◆ **THE INPUT**
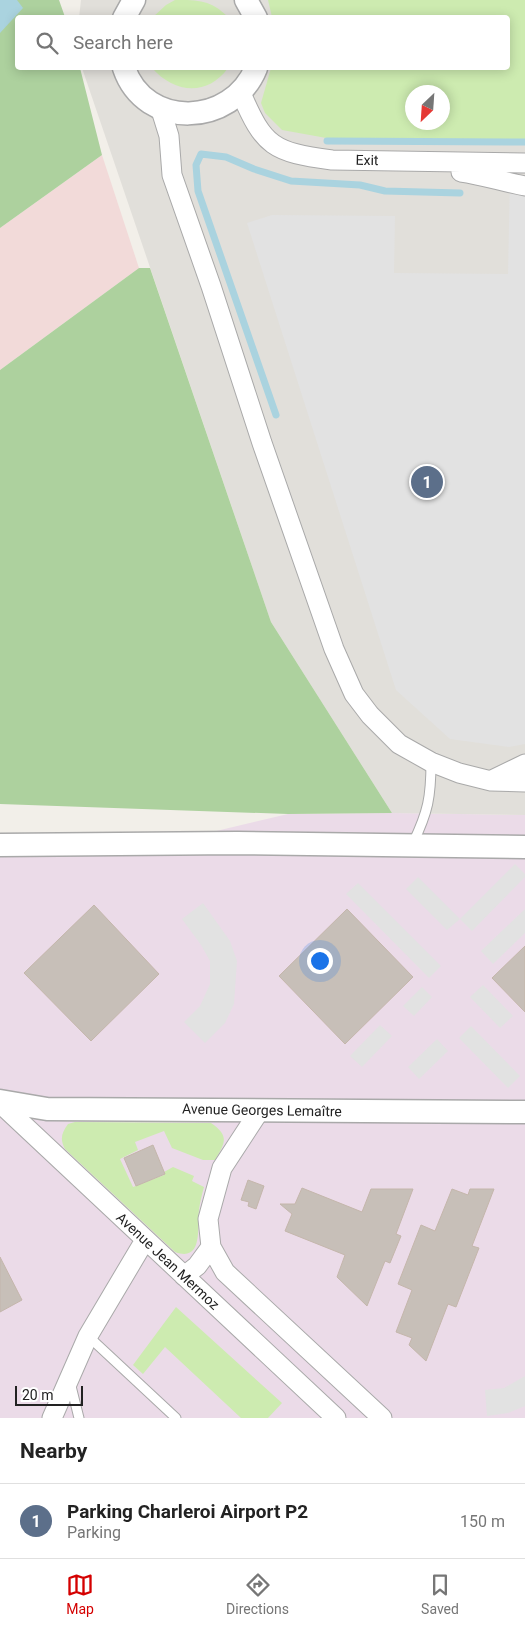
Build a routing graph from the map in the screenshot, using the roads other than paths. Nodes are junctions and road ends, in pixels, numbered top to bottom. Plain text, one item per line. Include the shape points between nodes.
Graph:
1 (246, 0) edge
2 (254, 15) edge
3 (125, 70) edge
4 (255, 70) edge
5 (241, 93) junction
6 (160, 107) junction
7 (374, 160) junction
8 (525, 163) edge
9 (525, 186) edge
10 (431, 762) junction
11 (525, 764) edge
12 (491, 780) junction
13 (525, 782) edge
14 (412, 846) junction
15 (3, 847) edge
16 (525, 847) edge
17 (0, 1102) edge
18 (260, 1110) junction
19 (525, 1112) edge
20 (145, 1240) junction
21 (211, 1247) junction
22 (184, 1276) junction
23 (88, 1336) junction
24 (69, 1377) junction
25 (52, 1418) edge
26 (79, 1418) edge
27 (176, 1418) edge
28 (336, 1418) edge
29 (382, 1418) edge

1 - 2 street
3 - 6 street via 134,86
4 - 5 street
5 - 6 street via 223,106 203,113 181,113
5 - 7 street, Exit via 260,132 281,150 332,160
6 - 10 street via 169,136 172,176 334,649 354,694 370,715 399,744
7 - 8 street, Exit
7 - 9 street via 486,176
10 - 12 street
10 - 14 lane via 431,791 424,820
11 - 12 street
12 - 13 street
14 - 15 street via 237,843
14 - 16 street
17 - 18 street, Avenue Georges Lemaître via 47,1109
17 - 20 street, Avenue Jean Mermoz
18 - 19 street, Avenue Georges Lemaître
18 - 21 street via 222,1168 208,1219
20 - 22 street, Avenue Jean Mermoz
20 - 23 street
21 - 22 street via 197,1266
21 - 29 street via 226,1272
22 - 28 street, Avenue Jean Mermoz
23 - 24 street
23 - 27 lane
24 - 25 street
24 - 26 lane

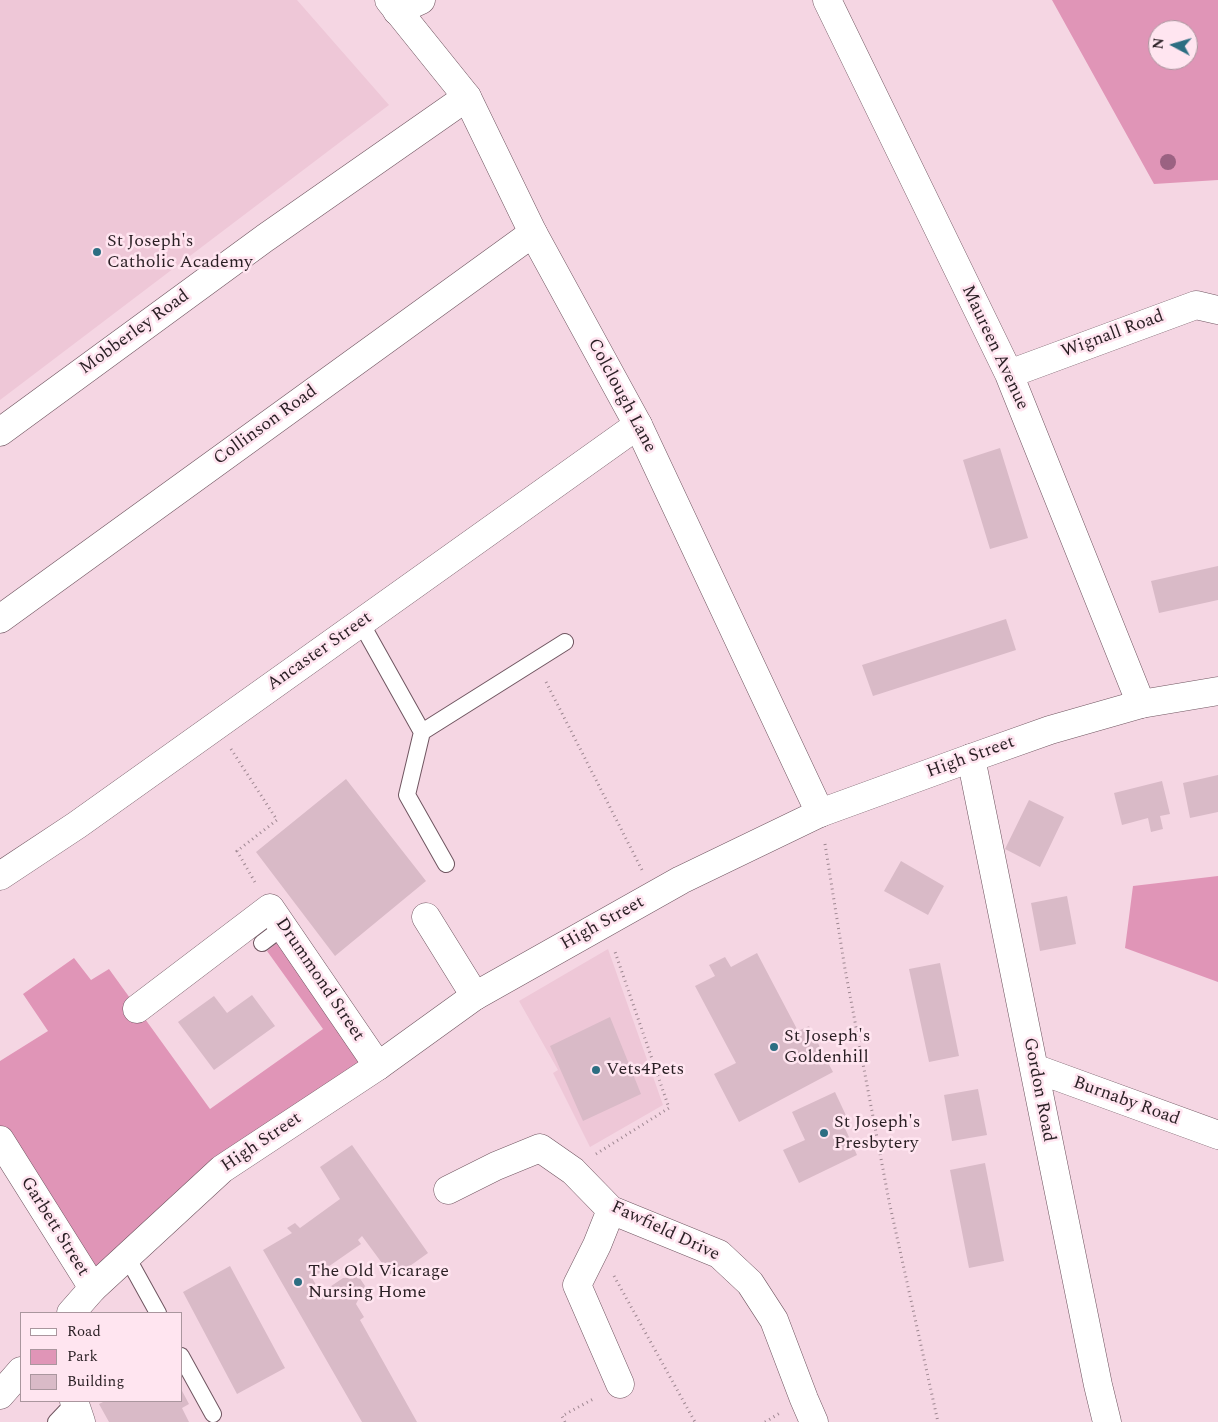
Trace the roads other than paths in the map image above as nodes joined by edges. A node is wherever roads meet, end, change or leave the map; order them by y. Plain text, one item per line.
1 (827, 0) edge
2 (402, 4) edge
3 (467, 97) junction
4 (533, 233) junction
5 (1218, 310) edge
6 (1009, 374) junction
7 (638, 425) junction
8 (0, 432) edge
9 (0, 619) edge
10 (361, 623) junction
11 (565, 642) dead end
12 (1218, 691) edge
13 (1141, 704) junction
14 (422, 732) junction
15 (971, 758) junction
16 (820, 813) junction
17 (446, 864) dead end
18 (0, 876) edge
19 (426, 917) dead end
20 (475, 996) junction
21 (137, 1009) dead end
22 (378, 1066) junction
23 (1034, 1068) junction
24 (1218, 1135) edge
25 (0, 1140) edge
26 (448, 1190) dead end
27 (611, 1210) junction
28 (127, 1257) junction
29 (93, 1288) junction
30 (72, 1312) edge
31 (157, 1312) edge
32 (182, 1358) edge
33 (20, 1372) edge
34 (620, 1384) road end
35 (0, 1396) edge
36 (77, 1408) edge
37 (213, 1414) dead end
38 (56, 1422) edge
39 (814, 1422) edge
40 (1107, 1422) edge

1 - 6 street, Maureen Avenue
2 - 3 street, Colclough Lane
3 - 4 street, Colclough Lane
3 - 8 street, Mobberley Road
4 - 7 street, Colclough Lane
4 - 9 street, Collinson Road
5 - 6 street, Wignall Road
6 - 13 street, Maureen Avenue
7 - 10 street, Ancaster Street
7 - 16 street, Colclough Lane
10 - 14 lane
10 - 18 street, Ancaster Street
11 - 14 lane
12 - 13 street, High Street
13 - 15 street, High Street
14 - 17 lane
15 - 16 street, High Street
15 - 23 street, Gordon Road
16 - 20 street, High Street
19 - 20 street
20 - 22 street, High Street
21 - 22 street, Drummond Street
22 - 28 street, High Street
23 - 24 street, Burnaby Road
23 - 40 street, Gordon Road
25 - 29 street, Garbett Street
26 - 27 street, Fawfield Drive
27 - 34 street
27 - 39 street, Fawfield Drive
28 - 29 street, High Street
28 - 31 lane
29 - 30 street, High Street
32 - 37 lane
33 - 35 street
36 - 38 lane

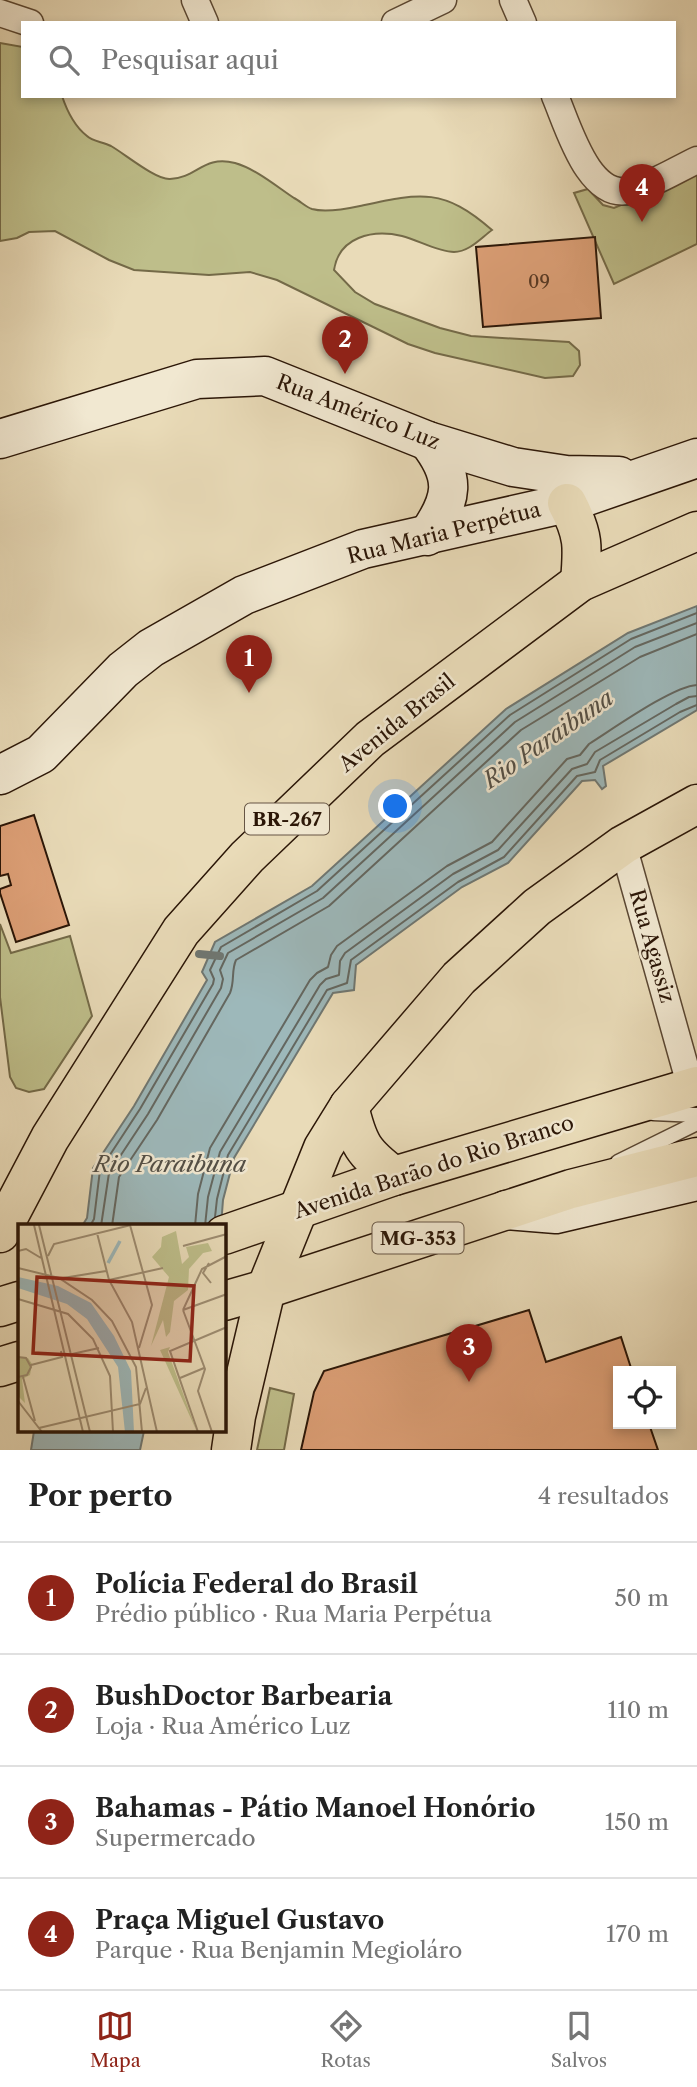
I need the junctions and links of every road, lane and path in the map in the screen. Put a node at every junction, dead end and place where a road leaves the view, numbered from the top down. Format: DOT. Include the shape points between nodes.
graph roads {
  1 [pos="195,0"];
  2 [pos="443,0"];
  3 [pos="513,0"];
  4 [pos="0,13"];
  5 [pos="24,21"];
  6 [pos="204,21"];
  7 [pos="399,21"];
  8 [pos="522,21"];
  9 [pos="556,98"];
  10 [pos="697,160"];
  11 [pos="0,439"];
  12 [pos="428,441"];
  13 [pos="697,458"];
  14 [pos="513,467"];
  15 [pos="638,477"];
  16 [pos="567,503"];
  17 [pos="515,515"];
  18 [pos="697,531"];
  19 [pos="427,536"];
  20 [pos="580,582"];
  21 [pos="0,775"];
  22 [pos="697,804"];
  23 [pos="623,845"];
  24 [pos="695,1103"];
  25 [pos="349,1107"];
  26 [pos="697,1157"];
  27 [pos="394,1176"];
  28 [pos="697,1181"];
  29 [pos="571,1189"];
  30 [pos="506,1210"];
  31 [pos="297,1211"];
  32 [pos="241,1230"];
  33 [pos="0,1233"];
  34 [pos="266,1289"];
  35 [pos="226,1300"];
  36 [pos="18,1301"];
  37 [pos="0,1307"];
  38 [pos="18,1361"];
  39 [pos="0,1367"];
  40 [pos="231,1450"];
  1 -- 6 [label="street"];
  2 -- 7 [label="street"];
  3 -- 8 [label="street"];
  4 -- 5 [label="street"];
  9 -- 10 [label="street" via="587,168 601,185 614,191 631,191"];
  11 -- 12 [label="street, Rua Américo Luz" via="197,379 265,376"];
  12 -- 14 [label="street, Rua Américo Luz"];
  12 -- 19 [label="street" via="449,482 445,507"];
  13 -- 15 [label="street, Rua Maria Perpétua"];
  14 -- 15 [label="street, Rua Américo Luz" via="566,475"];
  14 -- 17 [label="street" via="505,474 501,491"];
  15 -- 16 [label="street, Rua Maria Perpétua"];
  16 -- 17 [label="street, Rua Maria Perpétua"];
  16 -- 20 [label="main road" via="579,526"];
  17 -- 19 [label="street, Rua Maria Perpétua"];
  18 -- 20 [label="main road, Avenida Brasil / BR-267"];
  19 -- 21 [label="street, Rua Maria Perpétua" via="363,550 304,571 171,635 123,670 41,754"];
  20 -- 33 [label="main road, Avenida Brasil / BR-267" via="370,739 247,857 181,931 50,1138"];
  22 -- 23 [label="main road"];
  23 -- 24 [label="street, Rua Agassiz"];
  23 -- 25 [label="main road" via="537,907 459,978"];
  24 -- 27 [label="main road, Avenida Barão do Rio Branco" via="612,1111"];
  24 -- 29 [label="lane" via="625,1157"];
  25 -- 27 [label="main road" via="356,1137 371,1158"];
  25 -- 31 [label="main road" via="323,1148"];
  26 -- 29 [label="main road, MG-353"];
  27 -- 31 [label="main road, Avenida Barão do Rio Branco"];
  28 -- 30 [label="street" via="556,1214"];
  29 -- 30 [label="main road, MG-353"];
  30 -- 34 [label="main road, MG-353"];
  31 -- 32 [label="main road, Avenida Barão do Rio Branco"];
  31 -- 34 [label="main road"];
  34 -- 35 [label="main road, MG-353"];
  34 -- 40 [label="main road"];
  36 -- 37 [label="main road"];
  38 -- 39 [label="main road"];
}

◆ **PROBLEM TO SOLVE**
Check each line above for the string "Plain" and copy the ones that have it.

◆ **SOLVED EXERCISE**
Build a routing graph from the map in the screenshot, using the roads other than paths. Nodes are junctions and road ends, in pixels, numbered top to bottom. Plain text, one item per line. Include the shape points between nodes.
Trace the roads other than paths in the map image above as nodes joined by edges. A node is wherever roads meet, end, change or leave the map; order them by y. Plain text, one item per line.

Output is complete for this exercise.